Excerpts
Variations on Hating Part 2! The Young Philip Roth Rebels
I had- and still have, but that’s another post- a huge crush on Philip Roth. Look how hot he was. In an earlier brief post (click here), I touched on a certain artist’s need to embarrass herself. I often feel the same. I think Roth did, too. Perhaps it’s a youthful impulse. Regardless, I believe Roth has three masterpieces (One which is actually four books): Zuckerman Bound (which consists of The Ghost Writer, Zuckerman Unbound, The Anatomy Lesson and The Prague Orgy ), Sabbath’s Theater and American Pastoral. (Oh, And possibly The Counterlife goes in there too.)
What I do know from reading his work is that one gets to see a human life go through the predictable- but in no way uninteresting, in fact, I would argue, a very fascinating– transition of rebelling against the constraints of home and community (in his case, a Jewish, immigrant home and community) in search of a larger, freer life, only to realize in mid-life and old age that there’s incredible beauty and honor in one’s roots. This is not becoming conservative. Indeed, Sabbath’s Theater maintains Roth’s gleeful love of offending and, well, fucking. What does happen though, in American Pastoral and other, later works, is he learns to love every minute of his life. He learns to feel awe for his past and respect for those who gave him life. He has shrugged off the restrictions of his childhood and can now be- GRATEFUL- for it all.
But before he explored gratitude in his work, he explored telling his father and all of his father-like friends and relatives, to fuck off. Here is a fantastic passage taking place in a Jewish cemetery from The Anatomy Lesson indicating, if nothing else, a fictional exploration of desire to break free from one’s past and run into the future of a less confining world:
Zuckerman, with what strength remained in his enfeebled arms, pounced upon the old man’s neck. He would kill–and never again suppose himself better than his crime: an end to denial; of the heaviest judgement guilty as charged. “Your sacred genes! What do you see inside your head? Genes with JEW sewed on them? IS that all you see in that lunatic mind, the unstained natural virtue of Jews?”
“Stop!” Mr Freytag began pushing him off with his thick gloved hands, “Stop this! Zuck!”
“What’s he do all night long? He’s out studying fucking!”
“Zuck, no-Zuck, the dead!”
“We are the dead! These bones in boxes are the Jewish living!
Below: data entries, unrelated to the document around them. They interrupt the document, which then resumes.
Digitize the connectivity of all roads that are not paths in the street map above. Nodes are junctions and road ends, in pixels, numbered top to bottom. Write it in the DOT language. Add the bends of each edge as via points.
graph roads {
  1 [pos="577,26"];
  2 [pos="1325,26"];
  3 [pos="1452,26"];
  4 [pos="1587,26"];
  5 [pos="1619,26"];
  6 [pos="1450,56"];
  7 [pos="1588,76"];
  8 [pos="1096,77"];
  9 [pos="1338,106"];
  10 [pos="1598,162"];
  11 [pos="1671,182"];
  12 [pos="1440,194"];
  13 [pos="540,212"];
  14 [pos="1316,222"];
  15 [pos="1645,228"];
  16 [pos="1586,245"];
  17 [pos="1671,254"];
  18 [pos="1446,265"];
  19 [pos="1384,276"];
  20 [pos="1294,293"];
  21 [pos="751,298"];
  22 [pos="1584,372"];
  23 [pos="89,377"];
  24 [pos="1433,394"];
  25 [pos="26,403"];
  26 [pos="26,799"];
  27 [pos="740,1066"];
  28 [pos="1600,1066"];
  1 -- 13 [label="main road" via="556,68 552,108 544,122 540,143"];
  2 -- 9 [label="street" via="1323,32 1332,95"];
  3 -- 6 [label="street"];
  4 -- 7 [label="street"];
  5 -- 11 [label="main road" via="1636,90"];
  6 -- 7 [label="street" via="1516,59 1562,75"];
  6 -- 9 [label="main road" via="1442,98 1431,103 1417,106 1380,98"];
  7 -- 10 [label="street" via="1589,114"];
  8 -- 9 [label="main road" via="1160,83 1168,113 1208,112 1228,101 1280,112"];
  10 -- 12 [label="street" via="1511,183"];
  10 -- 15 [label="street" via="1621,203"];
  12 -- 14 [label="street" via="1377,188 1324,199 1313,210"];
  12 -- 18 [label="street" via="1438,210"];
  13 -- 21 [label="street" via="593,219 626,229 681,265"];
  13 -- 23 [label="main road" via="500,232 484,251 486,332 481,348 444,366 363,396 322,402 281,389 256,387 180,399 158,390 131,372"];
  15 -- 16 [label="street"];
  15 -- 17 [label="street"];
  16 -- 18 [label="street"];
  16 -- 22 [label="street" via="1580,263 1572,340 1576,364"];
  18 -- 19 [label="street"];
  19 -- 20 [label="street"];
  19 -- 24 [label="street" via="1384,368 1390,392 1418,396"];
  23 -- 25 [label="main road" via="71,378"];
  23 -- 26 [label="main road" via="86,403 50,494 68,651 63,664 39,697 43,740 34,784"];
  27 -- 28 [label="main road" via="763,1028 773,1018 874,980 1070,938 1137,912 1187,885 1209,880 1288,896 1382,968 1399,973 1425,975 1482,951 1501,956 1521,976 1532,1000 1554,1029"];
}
These are the people running the show!”
“Help me!” He struggled free, turned to the gate, stumbled–and Zuckerman slid after him. “Hurry!” Mr. Freytag called. “Something’s happened!” And wailing for help as he ran, the old man to be strangled was gone.
Just white snow whirling now, all else obliterated but the chiseled stones, and his hands frantically straining to throttle that throat. “Our genes! Our sacred little packet of Jewish sugars!” Then his legs flew off and he was sitting. From there he began his recitation, at the top of his voice read aloud the words he saw carved all around him in rock. “Honor thy Finkelstein! Do not commit Kaufman! Make no idols in the form of Levine! Thou shalt not take in vain the name of Katz!”